As the rep industry begins to age, it is important to have a succession plan for the benefit of the next generation of employees, as well as the agency’s principals and customers. A well thought out and crafted succession plan will provide for continuity of the agency and will benefit all parties in the event of death, disability or retirement of the owners.
Arrangements for buying or selling a rep agency require an evaluation of the business. Both buyers and sellers should require the use of a reasoned evaluation for determining how much the agency is worth and thus, how much the buyer should expect to pay and the seller should expect to receive from the sale or disposition of the agency.
A common starting point when evaluating a rep agency is to look at the previous one-year’s gross commission income. From there it is important to consider a number of business factors that would tend to increase or decrease the value of the agency. Factors such as long-term and stable relationships with principals and customers, selling products with a potential or likely upside in the marketplace and an agency with an increasing commission stream would tend to increase the value and thus the price. On the other hand, downward sales trends, short-term relationships with principals and customers, high employee turnover and a concentration of revenue in a small number of customers and principals are negative factors that tend to lower the price.
Fixed-Purchase Price
The question then arises as to whether an agency should be sold for a fixed purchase price typically based upon historical performance or a variable price based upon a “looking forward” approach.
A fixed-purchase price can be as straightforward as 100 percent of the previous year’s gross commission income or to smooth out some of the rough edges, the parties may use a two- or three-year average or a weighted average of the two or three prior years. A fixed-purchase price can favor the seller unless commission income is expected to grow in the near future. However, as a practical matter, most sellers are not particularly motivated to sell at a time when there is a steady growth in commission income.
A fixed-purchase price can present a significant problem for both buyer and seller when there is the loss of a key line, important customer, valuable sales employee or a significant portion of the territory which could have a substantial negative impact on the value of the agency and its ability to pay the purchase price. This occurs because a rep agency is rarely purchased for cash but is almost always a “boot strap” transaction where the purchase price is paid from the profits of the agency. Thus, the buyer’s ability to pay the purchase price and the seller’s ability to get paid is almost always dependent upon the stream of commissions available from the agency itself.
Making Adjustments
If using a fixed-purchase price, those transactions may also provide for the purchase price to be adjusted downward based upon an agreed formula upon the loss of a key line, territory, customer or salesperson. This protects the buyer and, in all fairness, there should be an upward adjustment if the commission income increases. Otherwise, the seller is being expected to accept the downward risk while receiving no upside benefit.

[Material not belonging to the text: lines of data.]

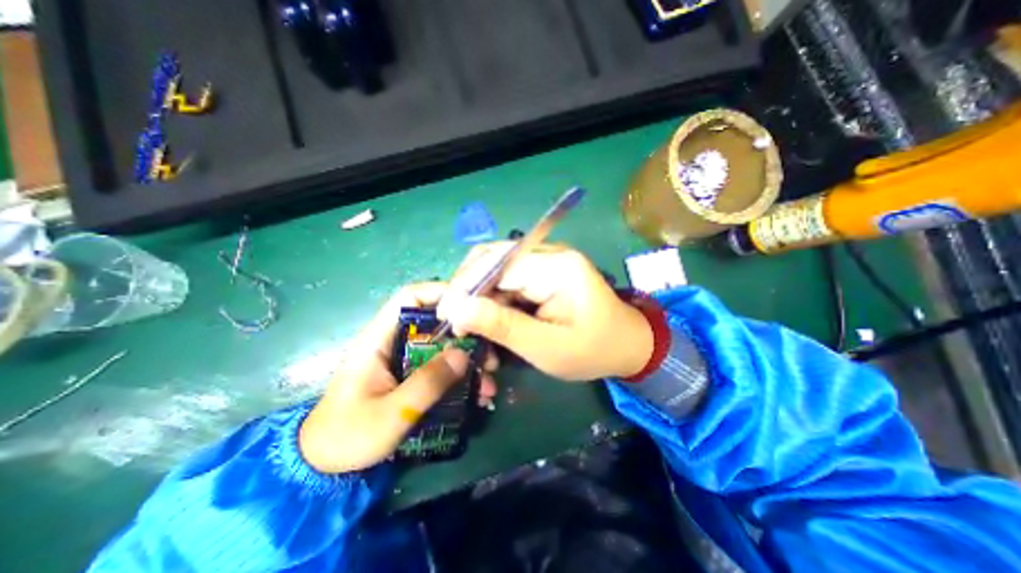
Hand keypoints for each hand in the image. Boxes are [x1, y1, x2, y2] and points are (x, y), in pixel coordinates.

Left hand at [299, 282, 499, 474]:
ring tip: (488, 383)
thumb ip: (427, 383)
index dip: (440, 293)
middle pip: (435, 323)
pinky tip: (478, 396)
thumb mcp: (390, 413)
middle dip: (466, 336)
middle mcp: (395, 342)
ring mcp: (405, 360)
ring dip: (468, 361)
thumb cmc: (348, 436)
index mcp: (379, 339)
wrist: (325, 468)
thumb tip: (464, 355)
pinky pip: (441, 369)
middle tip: (489, 355)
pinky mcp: (412, 377)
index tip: (472, 305)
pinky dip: (461, 378)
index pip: (409, 298)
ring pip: (443, 348)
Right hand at [434, 244, 648, 382]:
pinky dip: (493, 300)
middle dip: (468, 290)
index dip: (464, 287)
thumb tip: (457, 309)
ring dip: (479, 297)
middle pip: (492, 259)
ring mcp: (546, 260)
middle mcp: (548, 253)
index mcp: (556, 266)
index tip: (447, 317)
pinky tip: (491, 320)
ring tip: (473, 326)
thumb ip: (502, 326)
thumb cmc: (593, 350)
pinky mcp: (543, 272)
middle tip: (458, 322)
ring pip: (495, 269)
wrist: (627, 344)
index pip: (496, 264)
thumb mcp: (546, 348)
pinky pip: (507, 279)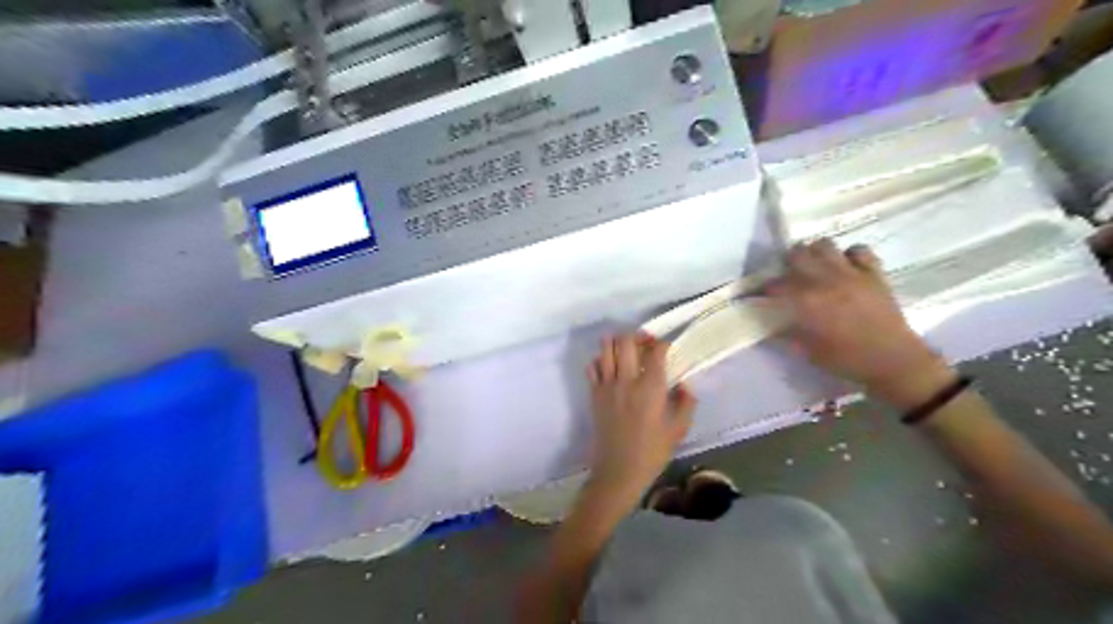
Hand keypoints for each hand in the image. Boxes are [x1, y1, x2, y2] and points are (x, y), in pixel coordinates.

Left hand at [586, 336, 693, 507]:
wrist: (618, 471)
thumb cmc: (652, 453)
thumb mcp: (678, 430)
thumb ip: (686, 403)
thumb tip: (684, 384)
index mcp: (650, 389)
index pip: (655, 352)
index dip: (662, 344)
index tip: (667, 348)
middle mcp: (627, 381)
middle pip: (626, 342)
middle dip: (637, 337)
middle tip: (645, 344)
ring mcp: (606, 386)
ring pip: (605, 349)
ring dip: (616, 342)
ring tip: (626, 349)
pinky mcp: (594, 394)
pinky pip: (592, 367)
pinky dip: (600, 360)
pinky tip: (610, 367)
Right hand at [767, 240, 955, 408]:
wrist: (894, 361)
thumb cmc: (847, 360)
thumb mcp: (808, 351)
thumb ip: (787, 333)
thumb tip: (772, 323)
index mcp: (807, 301)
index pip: (777, 285)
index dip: (765, 288)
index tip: (761, 294)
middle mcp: (826, 281)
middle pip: (798, 254)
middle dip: (787, 262)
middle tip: (788, 274)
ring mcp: (852, 274)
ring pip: (825, 245)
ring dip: (815, 253)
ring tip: (815, 266)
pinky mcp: (873, 273)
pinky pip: (859, 250)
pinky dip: (849, 255)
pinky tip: (846, 267)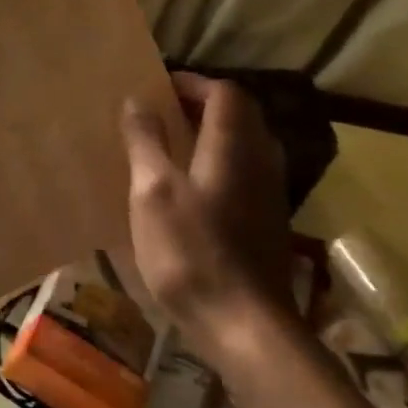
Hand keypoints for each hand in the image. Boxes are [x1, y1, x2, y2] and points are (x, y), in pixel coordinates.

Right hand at [121, 72, 294, 361]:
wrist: (243, 324)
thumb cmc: (190, 251)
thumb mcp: (153, 191)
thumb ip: (146, 141)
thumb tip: (138, 101)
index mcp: (234, 146)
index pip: (224, 92)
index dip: (192, 83)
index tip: (157, 90)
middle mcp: (260, 161)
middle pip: (239, 115)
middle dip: (200, 106)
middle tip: (160, 114)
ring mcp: (269, 194)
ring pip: (243, 146)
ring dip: (209, 136)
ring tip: (168, 147)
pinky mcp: (266, 222)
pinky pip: (243, 173)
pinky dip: (216, 164)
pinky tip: (188, 190)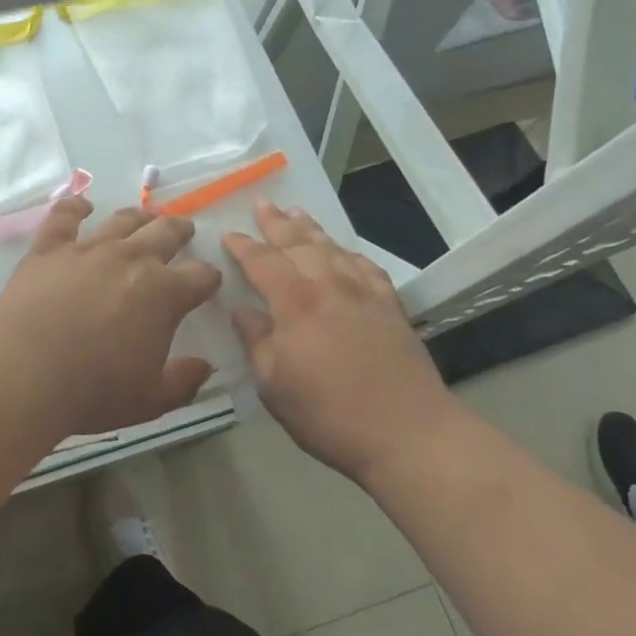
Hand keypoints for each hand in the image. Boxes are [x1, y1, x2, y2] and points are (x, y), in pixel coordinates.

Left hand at [0, 198, 222, 435]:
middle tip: (184, 230)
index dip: (207, 278)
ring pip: (122, 221)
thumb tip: (204, 367)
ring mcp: (88, 249)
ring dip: (139, 216)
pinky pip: (64, 217)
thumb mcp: (150, 400)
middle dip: (179, 231)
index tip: (207, 282)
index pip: (199, 276)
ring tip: (146, 216)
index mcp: (164, 294)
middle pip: (165, 233)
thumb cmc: (94, 391)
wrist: (27, 373)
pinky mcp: (49, 249)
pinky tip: (82, 206)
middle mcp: (131, 259)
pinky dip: (75, 207)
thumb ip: (183, 381)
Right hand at [222, 199, 454, 476]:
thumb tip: (241, 310)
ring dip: (312, 230)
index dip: (242, 246)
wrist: (408, 433)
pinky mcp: (391, 308)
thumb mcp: (273, 384)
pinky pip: (366, 268)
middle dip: (277, 223)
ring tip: (298, 214)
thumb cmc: (328, 413)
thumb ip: (255, 341)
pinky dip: (350, 254)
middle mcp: (329, 286)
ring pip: (333, 249)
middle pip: (299, 244)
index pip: (262, 261)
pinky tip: (346, 254)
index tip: (227, 234)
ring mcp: (364, 294)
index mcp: (295, 301)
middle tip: (263, 203)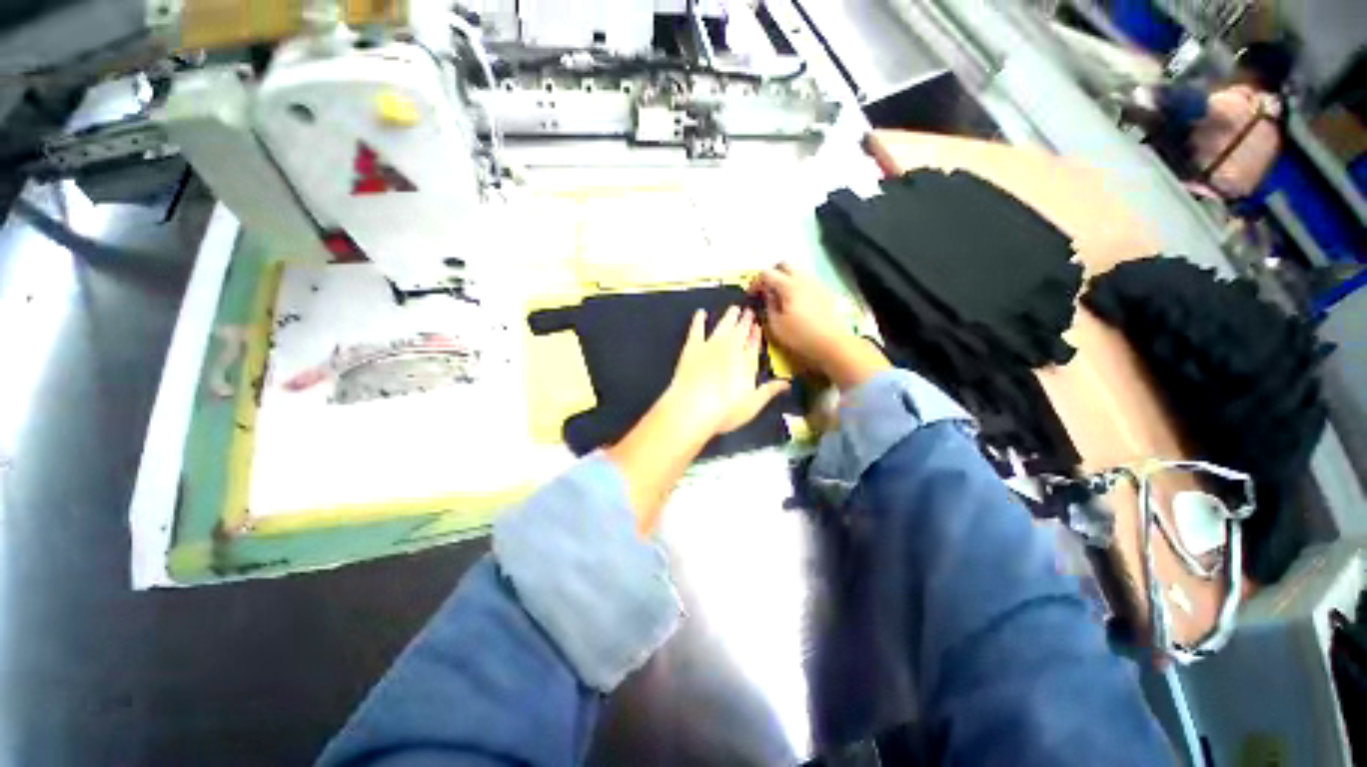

Whether representing the buyer or seller, we tend to favor a “looking forward” variable purchase price based upon future performance of the agency. Future performance is often more indicative of the value of the agency than a historical perspective. Also, current and future performance can be more accurately used when crafting a payment formula. For example, the purchase price could be 15 percent of gross commission income, payable monthly for a seven-year period following the sale, which equates to 105 percent of gross commission income. In our experience, most rep agencies can afford to pay 15 percent of gross commission income after a sale without adversely threatening cash flow.
Using a formula and a variable purchase price allows the parties to be somewhat flexible. For example, if due to positive business factors the commission of the agency increases, the seller will receive a higher sales price. The increased commission stream will also allow the buyer to pay the seller a higher sales price. Conversely, if commission income declines for one reason or another, the monthly payments would decrease but it would be unlikely that the buyer could pay a higher monthly payment in any event.
Variable-Purchase Price
The variable-purchase price formula is also flexible in that the parties can include an upper limit cap and a lower limit floor on the price. This will ensure that the buyer will never pay “too much” and the seller will never receive “too little.”
When using a valuation formula for succession planning purposes, the objective is to develop a formula that not only results in an appropriate value but one that also can be applied without generating controversy or incurring substantial expense. For these reasons we generally avoid using EBITDA (earnings before interest, taxes, depreciation and amortization) or providing for the value to be determined by a third-party appraiser, which is not only expensive but time-consuming.
We also counsel clients to avoid using a fixed value as of a certain date subject to periodic review and adjustment. In our experience, most rep agencies will neglect to actually review and adjust the formula and purchase price. This can result in a major dispute when a triggering event occurs, and an outdated valuation is reflected on the agency’s books and records.
Keeping these general principles in mind, it remains the case that every rep agency is unique, and therefore every rep agency requires careful attention paid to both the factors identified above and the particular goals of the buyer and seller. Nevertheless, reps considering buying or selling an agency are well advised to keep these valuation approaches in mind and also rely upon the professional advise of their attorneys and CPAs when negotiating and crafting a purchase/sale agreement.